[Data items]
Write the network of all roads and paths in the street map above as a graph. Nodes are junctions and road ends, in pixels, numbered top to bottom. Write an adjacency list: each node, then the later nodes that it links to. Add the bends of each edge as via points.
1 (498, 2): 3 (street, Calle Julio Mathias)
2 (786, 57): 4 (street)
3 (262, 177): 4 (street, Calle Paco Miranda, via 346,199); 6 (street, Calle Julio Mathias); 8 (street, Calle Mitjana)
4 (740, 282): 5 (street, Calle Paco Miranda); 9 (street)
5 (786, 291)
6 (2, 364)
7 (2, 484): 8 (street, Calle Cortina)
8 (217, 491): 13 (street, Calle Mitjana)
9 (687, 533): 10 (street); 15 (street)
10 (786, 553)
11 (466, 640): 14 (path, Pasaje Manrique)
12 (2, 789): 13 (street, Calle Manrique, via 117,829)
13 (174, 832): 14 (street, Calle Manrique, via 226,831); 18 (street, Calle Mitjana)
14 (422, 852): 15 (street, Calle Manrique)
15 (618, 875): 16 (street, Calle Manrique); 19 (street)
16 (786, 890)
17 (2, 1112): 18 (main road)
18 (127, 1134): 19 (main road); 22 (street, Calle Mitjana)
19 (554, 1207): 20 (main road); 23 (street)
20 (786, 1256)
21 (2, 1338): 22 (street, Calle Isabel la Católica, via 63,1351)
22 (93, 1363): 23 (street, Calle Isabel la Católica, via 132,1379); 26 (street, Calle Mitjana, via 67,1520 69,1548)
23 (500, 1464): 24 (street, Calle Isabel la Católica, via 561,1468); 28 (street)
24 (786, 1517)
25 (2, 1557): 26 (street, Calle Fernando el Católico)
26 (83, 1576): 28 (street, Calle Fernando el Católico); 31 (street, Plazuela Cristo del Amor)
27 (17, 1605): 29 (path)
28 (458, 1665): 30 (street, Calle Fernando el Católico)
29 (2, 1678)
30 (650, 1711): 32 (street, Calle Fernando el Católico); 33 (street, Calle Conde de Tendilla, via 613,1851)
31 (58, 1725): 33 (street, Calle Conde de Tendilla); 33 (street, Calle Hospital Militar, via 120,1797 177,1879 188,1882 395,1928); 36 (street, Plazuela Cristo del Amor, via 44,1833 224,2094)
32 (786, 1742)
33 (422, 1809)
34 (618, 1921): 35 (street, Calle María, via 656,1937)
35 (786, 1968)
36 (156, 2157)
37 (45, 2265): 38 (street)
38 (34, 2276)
==
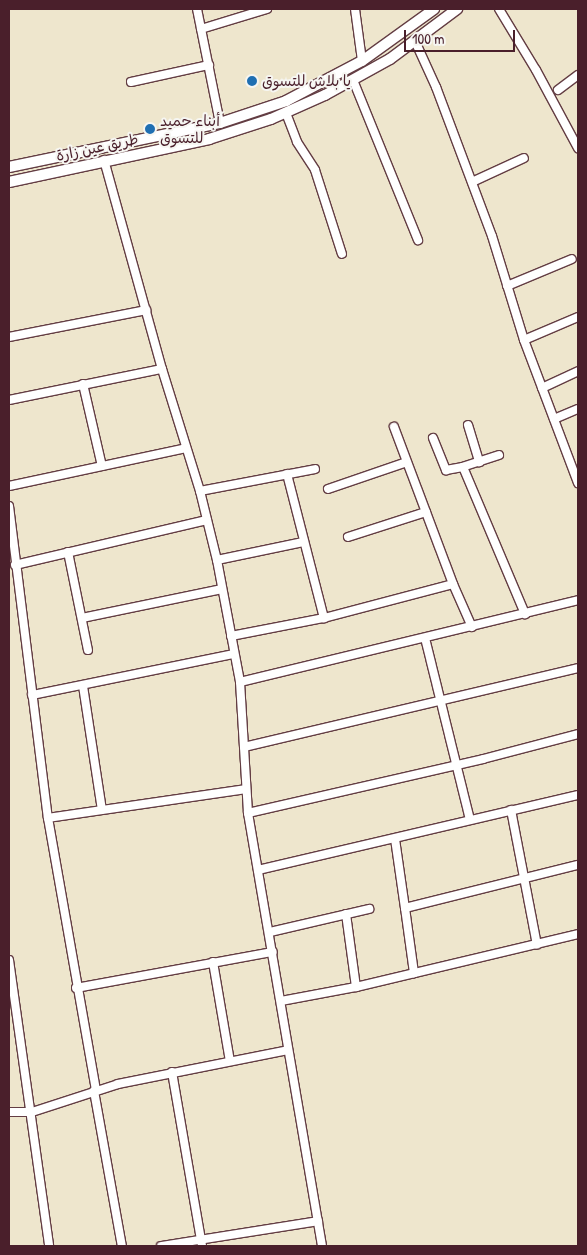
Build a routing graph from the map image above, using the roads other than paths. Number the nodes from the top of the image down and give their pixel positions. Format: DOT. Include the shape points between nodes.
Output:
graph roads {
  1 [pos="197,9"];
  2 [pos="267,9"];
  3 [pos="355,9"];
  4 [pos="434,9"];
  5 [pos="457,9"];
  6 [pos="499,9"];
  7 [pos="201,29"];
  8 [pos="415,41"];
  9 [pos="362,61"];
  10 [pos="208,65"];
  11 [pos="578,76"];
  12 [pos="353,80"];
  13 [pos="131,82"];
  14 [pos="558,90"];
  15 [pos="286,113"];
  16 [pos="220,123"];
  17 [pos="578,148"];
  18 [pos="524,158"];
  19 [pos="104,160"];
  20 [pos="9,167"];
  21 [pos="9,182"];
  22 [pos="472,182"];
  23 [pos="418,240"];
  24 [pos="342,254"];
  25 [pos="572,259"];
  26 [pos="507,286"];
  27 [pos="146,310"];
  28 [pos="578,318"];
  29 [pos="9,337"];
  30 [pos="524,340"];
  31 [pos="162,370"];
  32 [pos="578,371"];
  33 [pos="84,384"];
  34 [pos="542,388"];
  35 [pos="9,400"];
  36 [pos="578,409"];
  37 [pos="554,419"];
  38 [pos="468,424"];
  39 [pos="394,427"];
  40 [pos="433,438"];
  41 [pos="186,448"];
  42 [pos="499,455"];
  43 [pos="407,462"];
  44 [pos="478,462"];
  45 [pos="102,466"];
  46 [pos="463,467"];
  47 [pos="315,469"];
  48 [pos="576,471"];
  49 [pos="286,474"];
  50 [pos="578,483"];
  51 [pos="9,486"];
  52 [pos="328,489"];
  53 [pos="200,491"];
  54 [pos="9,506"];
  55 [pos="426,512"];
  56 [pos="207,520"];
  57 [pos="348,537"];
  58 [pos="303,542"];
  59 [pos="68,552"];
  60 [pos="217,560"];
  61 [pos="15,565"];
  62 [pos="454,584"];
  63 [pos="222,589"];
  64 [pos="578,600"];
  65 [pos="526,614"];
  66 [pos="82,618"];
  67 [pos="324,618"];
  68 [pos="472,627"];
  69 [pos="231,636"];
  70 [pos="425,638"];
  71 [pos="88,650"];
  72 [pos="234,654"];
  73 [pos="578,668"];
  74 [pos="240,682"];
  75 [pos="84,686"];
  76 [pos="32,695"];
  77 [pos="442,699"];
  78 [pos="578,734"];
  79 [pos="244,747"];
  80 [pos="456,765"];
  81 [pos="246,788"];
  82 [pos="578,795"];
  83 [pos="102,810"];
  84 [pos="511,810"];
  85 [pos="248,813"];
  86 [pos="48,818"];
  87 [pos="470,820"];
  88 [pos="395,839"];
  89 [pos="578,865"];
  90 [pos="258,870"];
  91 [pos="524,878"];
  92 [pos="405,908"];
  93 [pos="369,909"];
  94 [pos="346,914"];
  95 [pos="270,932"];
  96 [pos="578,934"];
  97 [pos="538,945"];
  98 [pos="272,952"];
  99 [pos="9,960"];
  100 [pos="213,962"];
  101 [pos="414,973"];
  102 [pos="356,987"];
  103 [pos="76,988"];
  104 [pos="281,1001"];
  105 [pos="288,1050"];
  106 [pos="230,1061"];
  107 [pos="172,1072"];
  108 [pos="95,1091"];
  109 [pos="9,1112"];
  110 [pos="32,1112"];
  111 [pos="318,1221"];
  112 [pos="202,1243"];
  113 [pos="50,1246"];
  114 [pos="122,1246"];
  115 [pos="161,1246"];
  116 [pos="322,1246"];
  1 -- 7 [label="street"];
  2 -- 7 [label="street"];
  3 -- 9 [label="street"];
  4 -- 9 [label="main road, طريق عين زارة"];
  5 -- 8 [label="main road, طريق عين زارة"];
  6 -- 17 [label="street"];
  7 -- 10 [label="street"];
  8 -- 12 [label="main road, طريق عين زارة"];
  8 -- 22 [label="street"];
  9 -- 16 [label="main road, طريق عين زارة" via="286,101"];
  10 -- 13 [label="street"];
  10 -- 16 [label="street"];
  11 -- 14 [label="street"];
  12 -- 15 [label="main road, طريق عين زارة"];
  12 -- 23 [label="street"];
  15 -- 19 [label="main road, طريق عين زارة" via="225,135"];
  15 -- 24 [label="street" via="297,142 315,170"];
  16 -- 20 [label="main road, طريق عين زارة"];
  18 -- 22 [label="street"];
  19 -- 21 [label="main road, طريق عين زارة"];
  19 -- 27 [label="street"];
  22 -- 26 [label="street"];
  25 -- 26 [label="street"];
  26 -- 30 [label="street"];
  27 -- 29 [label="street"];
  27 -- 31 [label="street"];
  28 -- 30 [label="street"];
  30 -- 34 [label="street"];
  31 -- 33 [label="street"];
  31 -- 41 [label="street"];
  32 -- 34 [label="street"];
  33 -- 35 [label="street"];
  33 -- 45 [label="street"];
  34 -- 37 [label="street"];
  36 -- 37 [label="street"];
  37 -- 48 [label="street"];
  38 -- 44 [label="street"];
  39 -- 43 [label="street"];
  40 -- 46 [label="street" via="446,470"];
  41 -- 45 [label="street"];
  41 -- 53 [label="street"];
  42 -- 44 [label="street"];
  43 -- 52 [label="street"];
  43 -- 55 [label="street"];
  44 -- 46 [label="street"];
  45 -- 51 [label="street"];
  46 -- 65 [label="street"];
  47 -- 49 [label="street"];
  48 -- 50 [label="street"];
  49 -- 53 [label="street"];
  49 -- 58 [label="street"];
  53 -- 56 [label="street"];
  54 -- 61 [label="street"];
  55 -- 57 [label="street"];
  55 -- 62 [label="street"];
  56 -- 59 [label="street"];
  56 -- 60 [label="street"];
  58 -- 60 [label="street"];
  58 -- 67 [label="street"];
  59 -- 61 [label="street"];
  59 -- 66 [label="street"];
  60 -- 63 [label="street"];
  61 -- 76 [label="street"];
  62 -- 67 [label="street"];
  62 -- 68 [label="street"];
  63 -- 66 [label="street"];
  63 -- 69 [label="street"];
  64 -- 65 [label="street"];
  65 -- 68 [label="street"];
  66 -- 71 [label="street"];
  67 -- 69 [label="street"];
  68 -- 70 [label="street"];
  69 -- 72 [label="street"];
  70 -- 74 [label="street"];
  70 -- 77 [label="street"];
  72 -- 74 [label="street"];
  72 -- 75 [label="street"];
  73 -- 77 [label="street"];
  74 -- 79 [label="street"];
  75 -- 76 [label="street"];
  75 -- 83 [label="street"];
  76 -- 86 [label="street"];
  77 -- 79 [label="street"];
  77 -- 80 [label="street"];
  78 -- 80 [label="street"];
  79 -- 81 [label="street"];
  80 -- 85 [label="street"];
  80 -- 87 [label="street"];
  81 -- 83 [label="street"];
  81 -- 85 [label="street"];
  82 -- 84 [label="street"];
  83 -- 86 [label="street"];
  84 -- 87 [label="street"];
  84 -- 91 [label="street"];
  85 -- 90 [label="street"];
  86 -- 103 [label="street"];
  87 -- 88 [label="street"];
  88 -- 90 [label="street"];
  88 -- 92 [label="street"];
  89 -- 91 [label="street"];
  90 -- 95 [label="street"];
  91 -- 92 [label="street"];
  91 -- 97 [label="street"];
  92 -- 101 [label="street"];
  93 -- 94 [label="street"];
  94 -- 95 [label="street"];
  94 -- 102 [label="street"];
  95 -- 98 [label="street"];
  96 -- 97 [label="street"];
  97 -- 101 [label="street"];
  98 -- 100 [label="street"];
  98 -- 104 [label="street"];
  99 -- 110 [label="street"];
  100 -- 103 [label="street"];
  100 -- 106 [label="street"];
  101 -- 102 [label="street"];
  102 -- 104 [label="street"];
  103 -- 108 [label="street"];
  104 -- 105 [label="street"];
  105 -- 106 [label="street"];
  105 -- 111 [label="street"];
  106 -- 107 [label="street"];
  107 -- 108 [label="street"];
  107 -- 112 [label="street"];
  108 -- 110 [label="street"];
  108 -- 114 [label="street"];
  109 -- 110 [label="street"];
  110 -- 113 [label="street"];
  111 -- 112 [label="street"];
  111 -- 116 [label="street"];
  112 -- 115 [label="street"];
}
--
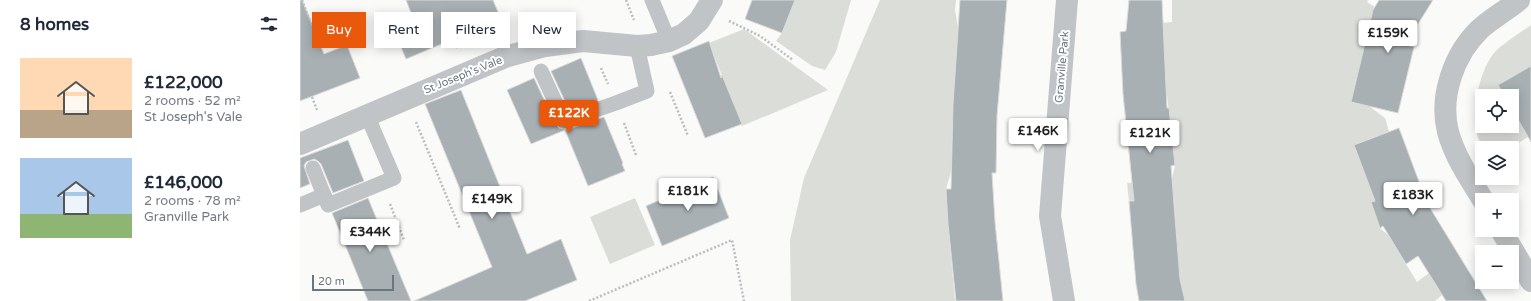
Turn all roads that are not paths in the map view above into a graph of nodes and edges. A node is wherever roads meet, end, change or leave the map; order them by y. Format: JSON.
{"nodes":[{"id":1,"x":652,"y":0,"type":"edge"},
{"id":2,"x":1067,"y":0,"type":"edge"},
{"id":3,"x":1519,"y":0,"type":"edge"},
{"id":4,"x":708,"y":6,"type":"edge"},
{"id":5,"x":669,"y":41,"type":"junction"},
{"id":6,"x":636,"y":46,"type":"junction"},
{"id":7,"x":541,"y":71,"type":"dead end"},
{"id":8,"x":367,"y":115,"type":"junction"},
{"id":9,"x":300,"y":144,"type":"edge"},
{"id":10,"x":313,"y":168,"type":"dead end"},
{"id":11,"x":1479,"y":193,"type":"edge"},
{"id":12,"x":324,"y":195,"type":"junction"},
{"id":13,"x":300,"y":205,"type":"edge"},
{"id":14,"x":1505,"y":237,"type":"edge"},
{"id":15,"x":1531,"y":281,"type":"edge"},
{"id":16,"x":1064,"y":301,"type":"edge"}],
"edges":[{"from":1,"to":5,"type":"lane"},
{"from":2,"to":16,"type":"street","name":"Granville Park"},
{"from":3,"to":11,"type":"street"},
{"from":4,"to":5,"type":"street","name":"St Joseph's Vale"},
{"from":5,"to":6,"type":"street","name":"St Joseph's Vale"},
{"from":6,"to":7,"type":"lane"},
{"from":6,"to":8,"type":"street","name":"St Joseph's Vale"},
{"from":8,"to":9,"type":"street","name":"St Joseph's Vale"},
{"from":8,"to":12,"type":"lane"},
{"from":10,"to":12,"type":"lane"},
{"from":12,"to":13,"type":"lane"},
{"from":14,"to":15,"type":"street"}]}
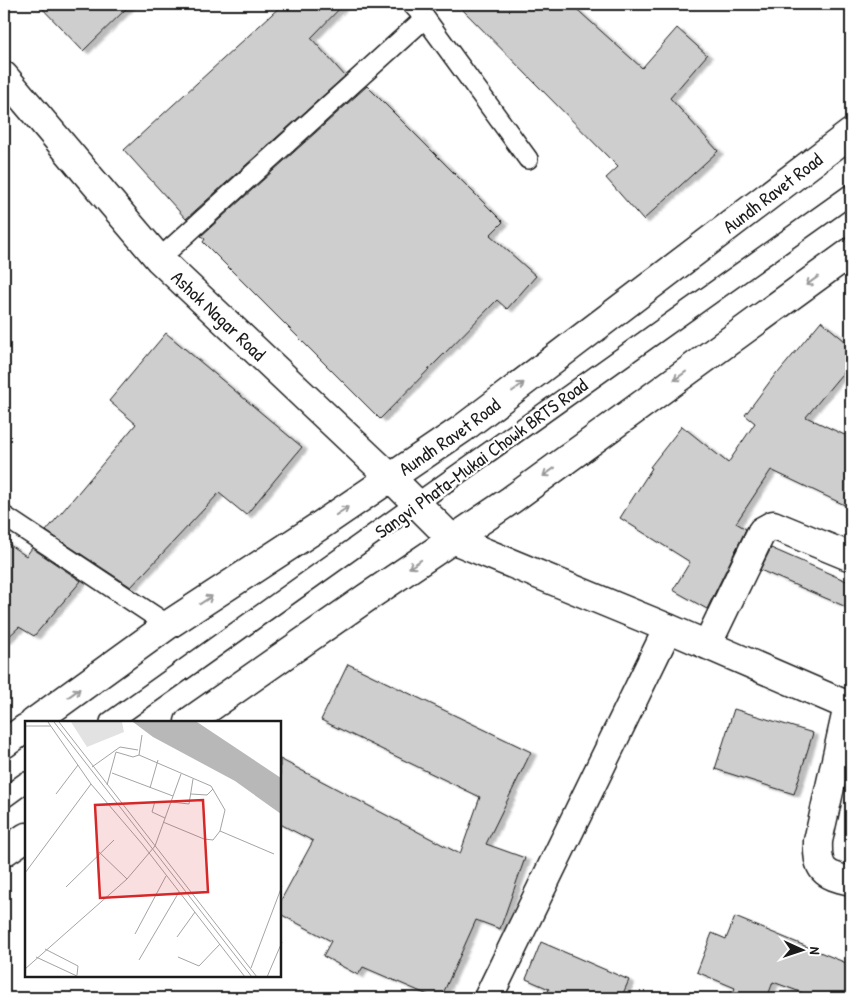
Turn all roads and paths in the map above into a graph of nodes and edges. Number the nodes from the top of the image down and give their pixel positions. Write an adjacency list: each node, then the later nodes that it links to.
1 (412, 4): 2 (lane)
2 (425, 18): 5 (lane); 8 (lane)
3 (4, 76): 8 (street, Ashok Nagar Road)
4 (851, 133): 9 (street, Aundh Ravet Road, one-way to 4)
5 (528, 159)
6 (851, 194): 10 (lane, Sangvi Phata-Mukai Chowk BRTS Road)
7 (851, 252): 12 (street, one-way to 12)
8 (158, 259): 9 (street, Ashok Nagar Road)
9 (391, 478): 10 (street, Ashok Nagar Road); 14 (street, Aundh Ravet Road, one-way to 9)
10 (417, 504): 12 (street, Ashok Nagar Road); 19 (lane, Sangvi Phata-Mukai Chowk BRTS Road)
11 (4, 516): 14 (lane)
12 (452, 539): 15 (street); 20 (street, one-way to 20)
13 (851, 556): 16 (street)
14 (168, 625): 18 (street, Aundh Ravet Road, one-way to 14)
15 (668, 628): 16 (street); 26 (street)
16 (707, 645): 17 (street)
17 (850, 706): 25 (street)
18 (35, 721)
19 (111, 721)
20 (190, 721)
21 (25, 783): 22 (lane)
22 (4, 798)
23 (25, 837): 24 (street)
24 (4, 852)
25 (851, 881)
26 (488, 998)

[What to do]
Find the word "positions" in the records. Copy every line it appears in.

[Solved problem]
Build a routing graph from the map image above, using the roads other than paths. Number the nodes from the top of the image down and give their pixel positions. Format: DOT. Include the shape points between nodes.
Turn all roads and paths in the map above into a graph of nodes and edges. Number the nodes from the top of the image down and give their pixel positions. Write an adjacency list: each node, then the later nodes that it links to.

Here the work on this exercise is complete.